Malaysians in Singapore

Total population
- 1,615,300 (2025)

Regions with significant populations
- Singapore

Languages
- Singapore English, Malaysian English, Chinese (Cantonese, Min Chinese, Malaysian Mandarin), Malaysian Tamil and Malay

Related ethnic groups
- Various ethnic groups of Malaysia

= Malaysians in Singapore =

Ethnic group

Malaysians in Singapore refers to citizens of Malaysia or Singaporean citizens of Malaysian origin residing in Singapore. According to the United Nations Department of Economic and Social Affairs, the community had a population of 1,615,300 in 2025, making them the world's largest Malaysian diaspora community. The community is also the largest foreign community in Singapore, constituting 44% of the country's foreign-born population and an additional 450,000 Malaysians cross the Johor–Singapore Causeway daily for work and school in the city-state.

Many Malaysians in Singapore are usually expatriates, working in various industries of the Singaporean economy since its rapid industrialisation in the 1970s. Malaysia and Singapore sharing similar historical and cultural roots and as well as cross-border familial ties, are some of the reasons for the huge community of Malaysians in the country. Other reasons include the country's proximity to Malaysia and the high exchange rate of the Singapore dollar over the Malaysian ringgit.

==History==
With both Malaysia and Singapore being part of British Malaya during the British colonial rule, the people of both countries share similar cultural and historic roots, with similar multiracial populations consisting of Malays, Chinese and Indians. On September 16, 1963 Malaysia was formed by the merger of the Federation of Malaya with the former British colonies of North Borneo, Sarawak and Singapore. However, on August 9, 1965, due to distrust and ideological differences between the leaders of Singapore and of the federal government of Malaysia, Singapore was expelled from Malaysia and became an independent republic.
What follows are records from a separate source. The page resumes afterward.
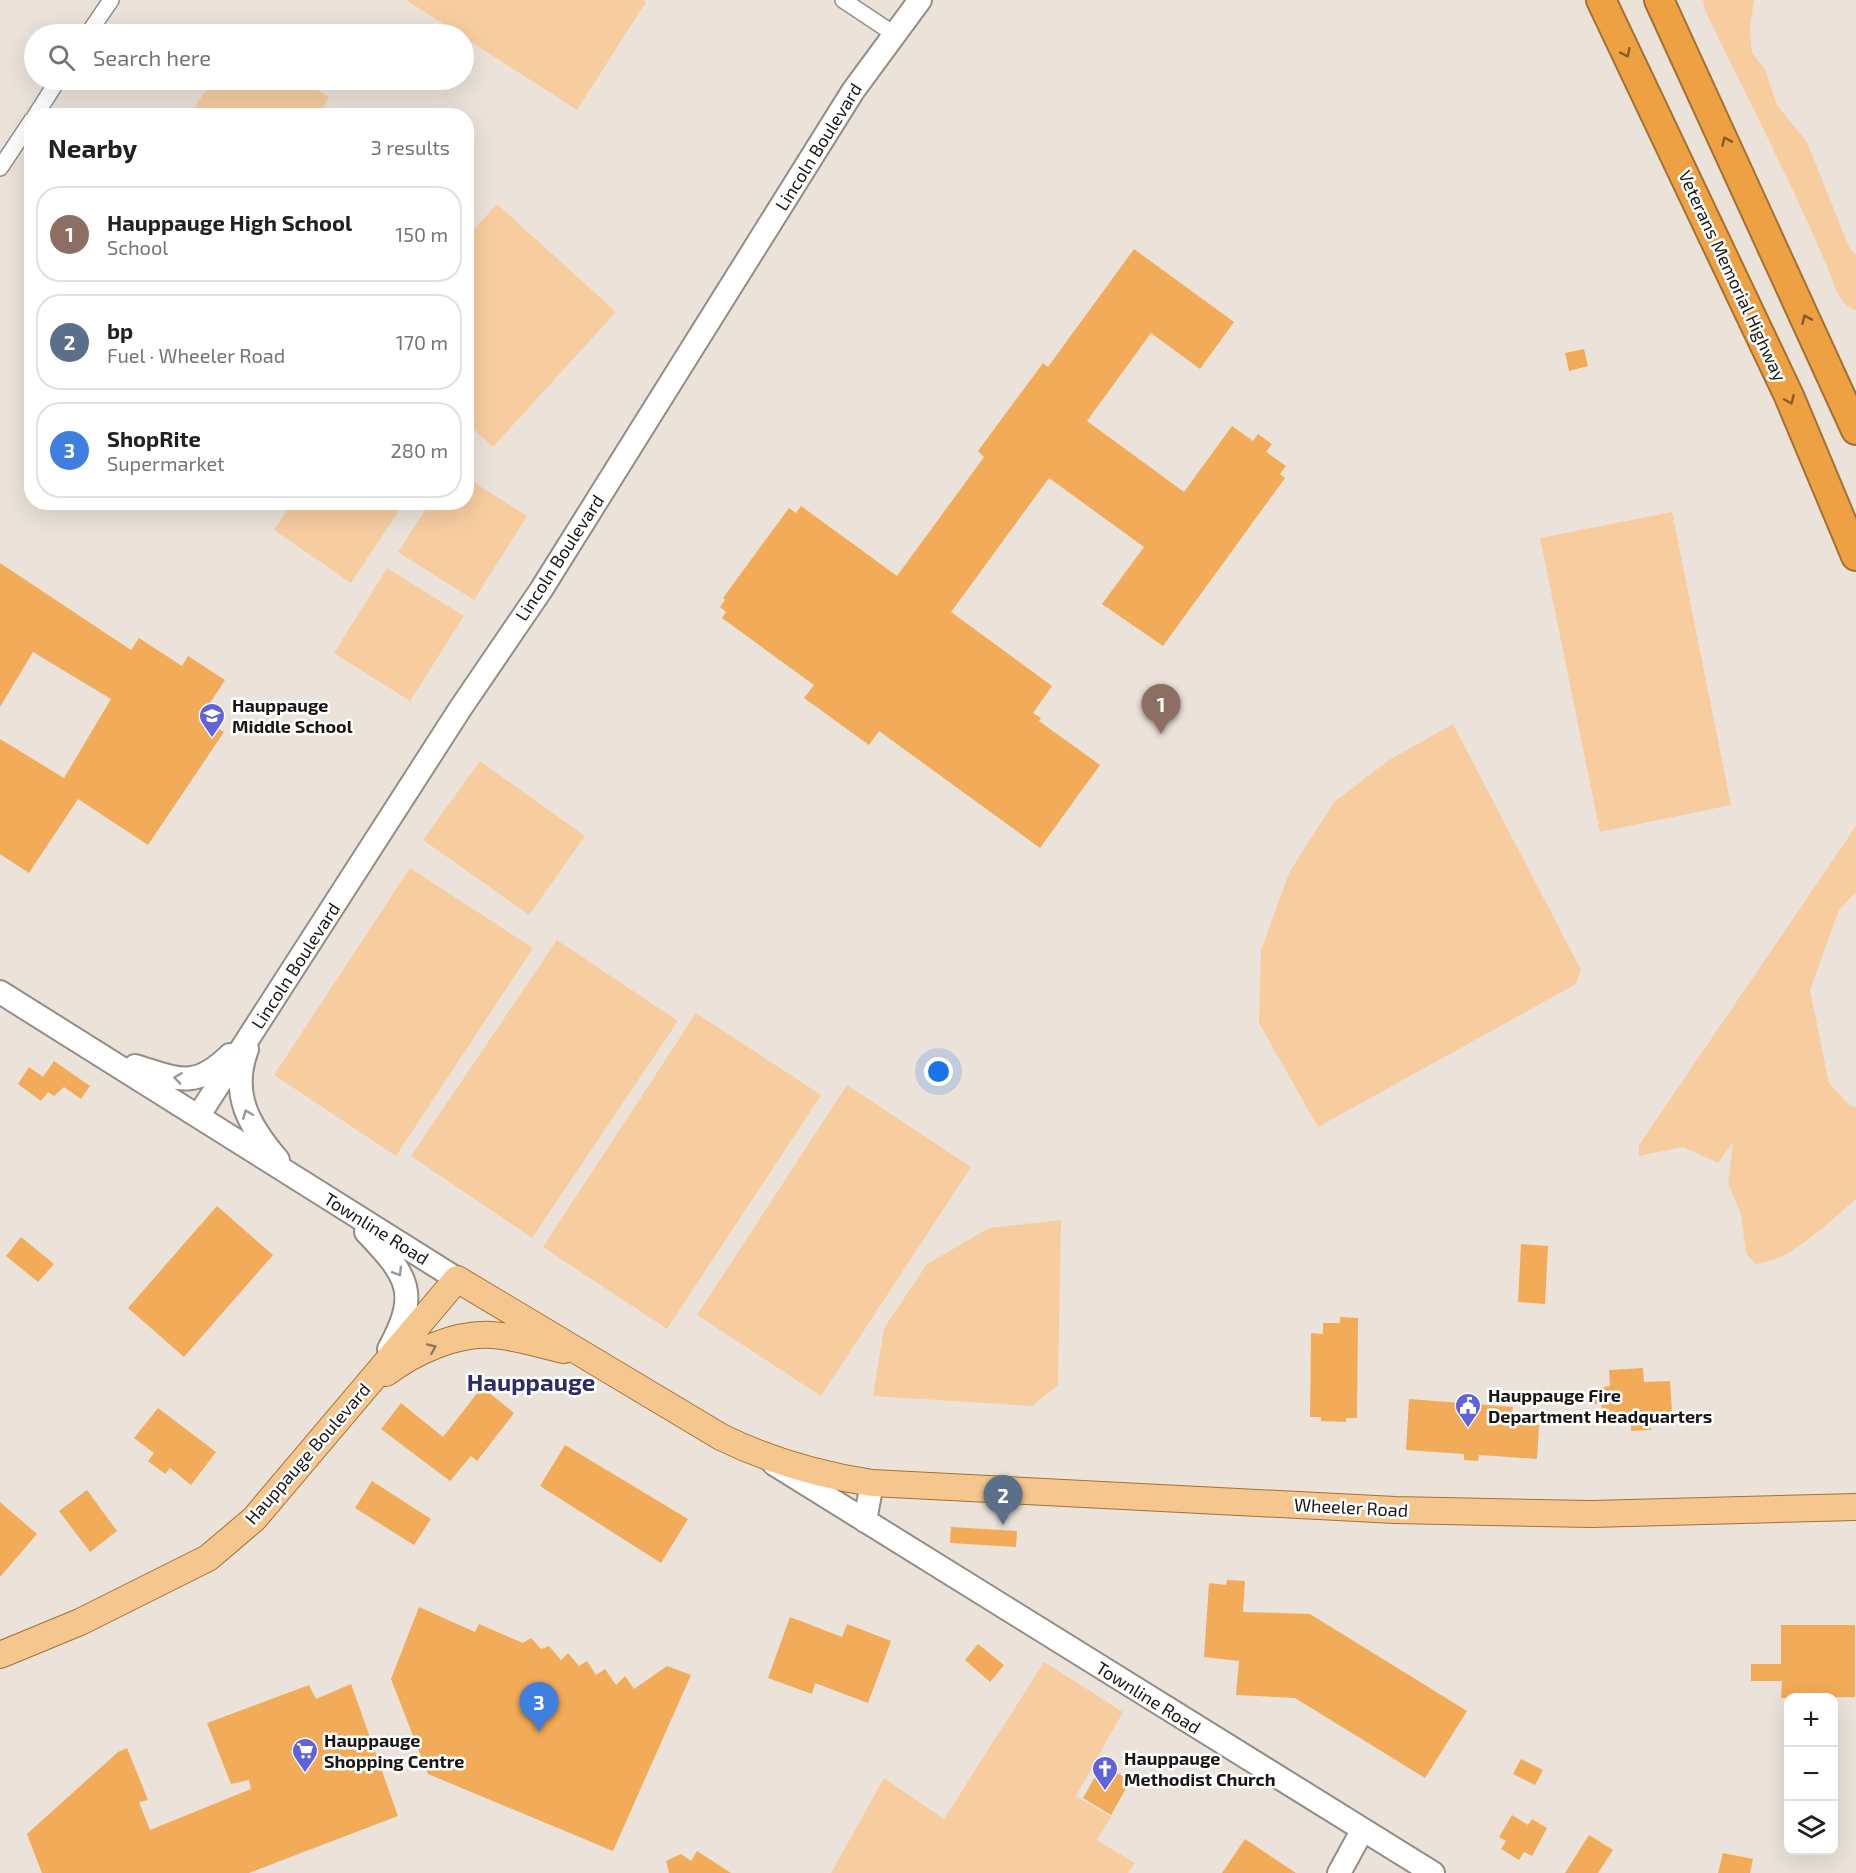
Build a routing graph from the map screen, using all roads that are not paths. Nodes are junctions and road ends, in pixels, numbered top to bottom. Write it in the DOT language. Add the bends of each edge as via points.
graph roads {
  1 [pos="111,0"];
  2 [pos="843,0"];
  3 [pos="920,0"];
  4 [pos="1601,0"];
  5 [pos="1659,0"];
  6 [pos="95,24"];
  7 [pos="894,34"];
  8 [pos="52,90"];
  9 [pos="40,108"];
  10 [pos="24,132"];
  11 [pos="0,168"];
  12 [pos="1856,429"];
  13 [pos="1856,556"];
  14 [pos="0,992"];
  15 [pos="257,1025"];
  16 [pos="107,1058"];
  17 [pos="199,1115"];
  18 [pos="294,1178"];
  19 [pos="346,1212"];
  20 [pos="457,1279"];
  21 [pos="582,1354"];
  22 [pos="364,1389"];
  23 [pos="759,1455"];
  24 [pos="847,1479"];
  25 [pos="872,1483"];
  26 [pos="1856,1507"];
  27 [pos="865,1521"];
  28 [pos="0,1654"];
  29 [pos="1362,1831"];
  30 [pos="1339,1873"];
  31 [pos="1433,1873"];
  1 -- 6 [label="street"];
  2 -- 7 [label="street"];
  3 -- 7 [label="street, Lincoln Boulevard"];
  4 -- 13 [label="highway, Veterans Memorial Highway, one-way" via="1789,396"];
  12 -- 5 [label="highway, one-way"];
  7 -- 15 [label="street, Lincoln Boulevard" via="836,118 541,590"];
  8 -- 9 [label="street"];
  10 -- 11 [label="street"];
  14 -- 16 [label="street, Townline Road"];
  15 -- 16 [label="street, one-way" via="216,1069 196,1079 177,1079"];
  15 -- 17 [label="street, Lincoln Boulevard"];
  18 -- 15 [label="street, one-way" via="263,1142 247,1118 241,1099 244,1057"];
  16 -- 17 [label="street, Townline Road"];
  17 -- 18 [label="street, Townline Road"];
  18 -- 19 [label="street, Townline Road"];
  19 -- 20 [label="street, Townline Road"];
  19 -- 22 [label="street, one-way" via="401,1274 407,1293 404,1322"];
  20 -- 21 [label="main road, Townline Road"];
  20 -- 22 [label="main road, Hauppauge Boulevard"];
  22 -- 21 [label="main road, one-way" via="397,1365 435,1346 474,1335 499,1335"];
  21 -- 23 [label="main road, Townline Road" via="687,1419"];
  22 -- 28 [label="main road, Hauppauge Boulevard" via="255,1519 208,1558 80,1622"];
  23 -- 24 [label="main road, Townline Road"];
  23 -- 27 [label="street, Townline Road"];
  24 -- 25 [label="main road, Wheeler Road"];
  24 -- 27 [label="street, Townline Road" via="849,1497"];
  25 -- 26 [label="main road, Wheeler Road" via="1395,1510 1591,1514"];
  25 -- 27 [label="street"];
  27 -- 29 [label="street, Townline Road"];
  29 -- 30 [label="street"];
  29 -- 31 [label="street, Townline Road"];
}
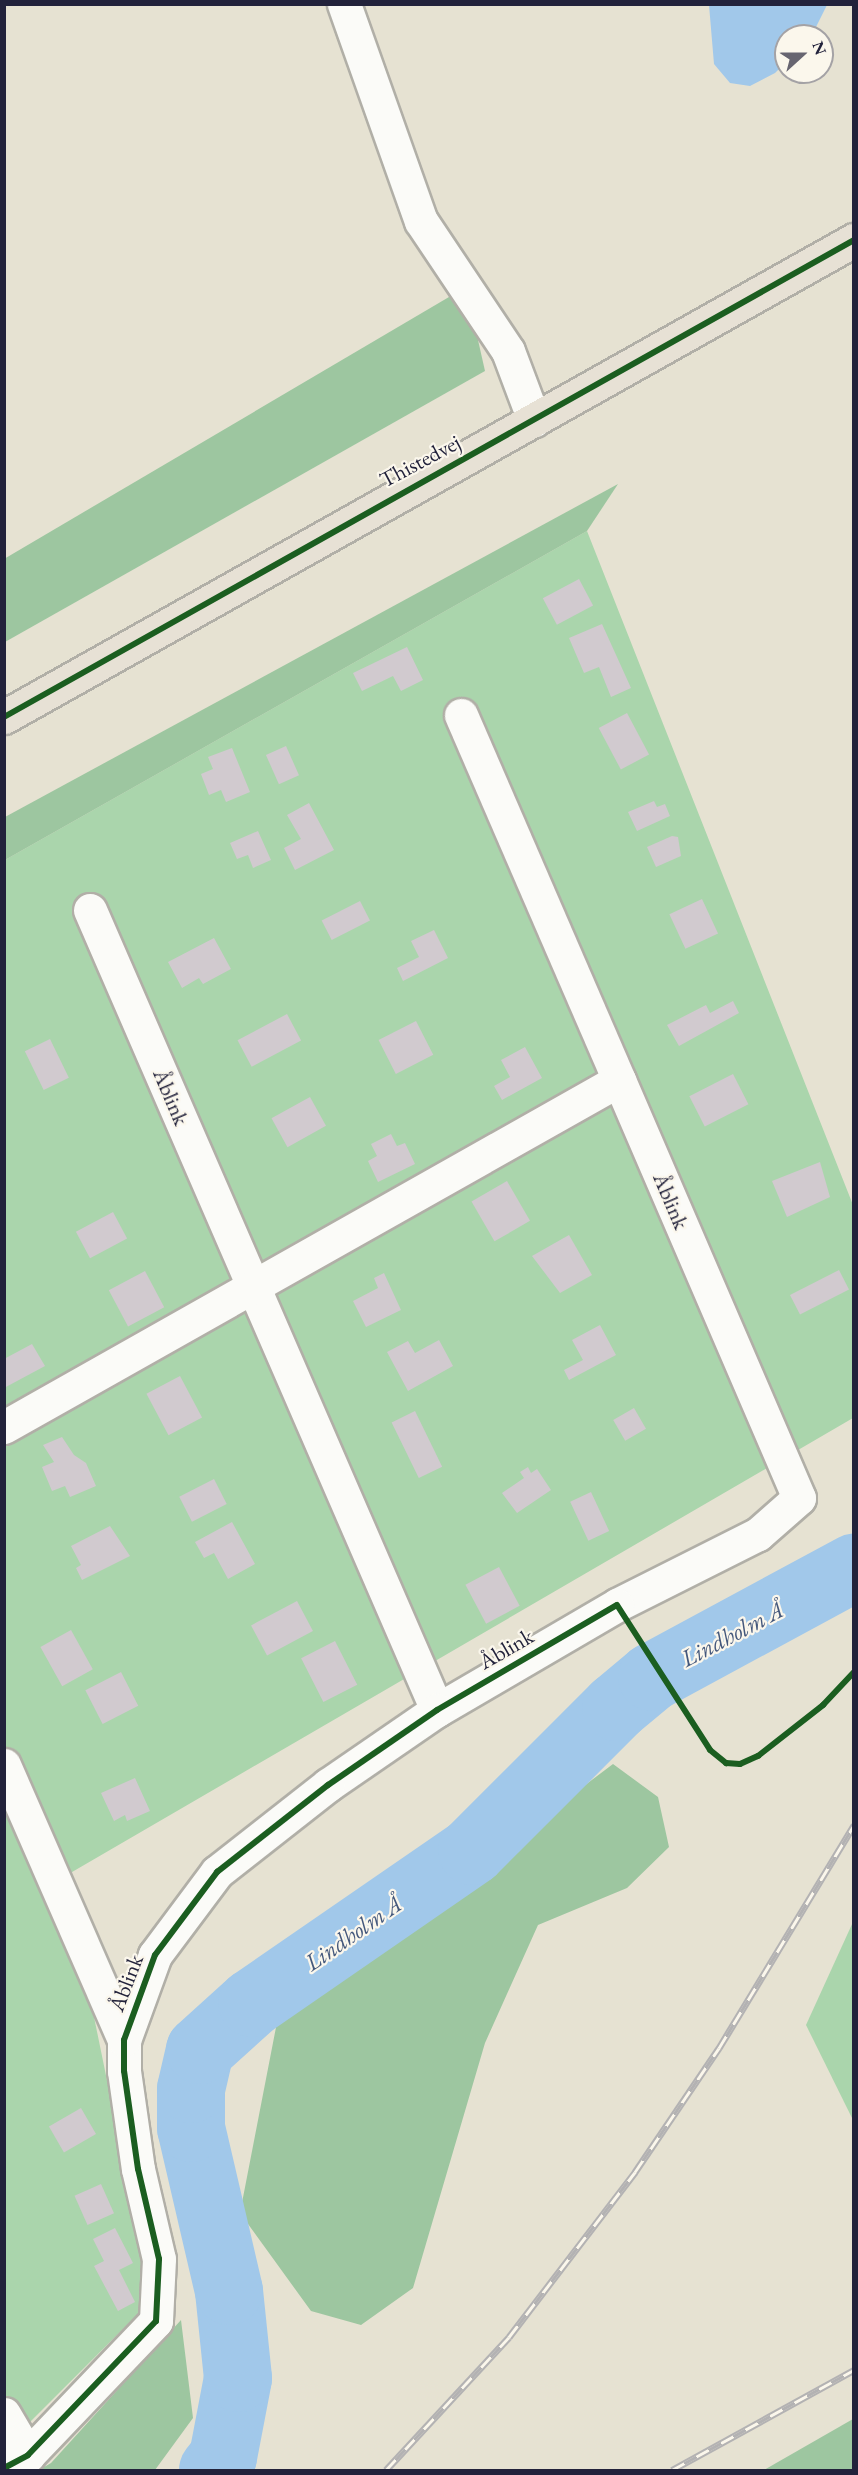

Malaysian migration to Singapore began in the mid 1960s to 1970s after Singapore's independence as the government focused on transforming Singapore's economy to a export-oriented one and a manufacturing hub. Singapore experienced rapid industrialisation and Malaysians has been the main source of foreign unskilled labour for the Singaporean workforce, especially in the manufacturing and service sectors. In the early 1970s, the government of Singapore focused on developing its electronics industry and services sector and most Malaysian workers were concentrated in those areas. By the late the 1990s, however, the number of unskilled Malaysian labourers decreased and foreign labourers from other Southeast Asian states were hired to offset the labour shortage instead. The outflow of skilled Malaysians, mostly to Singapore, was identified as a problem by the Malaysian government in 1995 and various programs such as the 1Malaysia initiative were introduced to counter the issue.

Today, Malaysian migration includes a mix of both white-collar workers and blue-collar workers, with the Singaporean government actively encouraging highly skilled workers to settle in the country and offering scholarship programmes to attract students to its educational institutions.

==Demographics==

During the 1990s, as Singapore moved to diversify its economy from a manufacturing-based one into a knowledge-based economy, the government relied more on foreign labour to offset Singapore's small local workforce. This resulted in the population of the Malaysian community to increase from a total of 195,072 in 1990, to 431,854 in 1995, a 121% increase within a five year period. By the late 1990s, there were 80,000 employment pass holders and another 450,000 on work permits, with majority being Malaysians, which constitutes 20% of the Singaporean workforce.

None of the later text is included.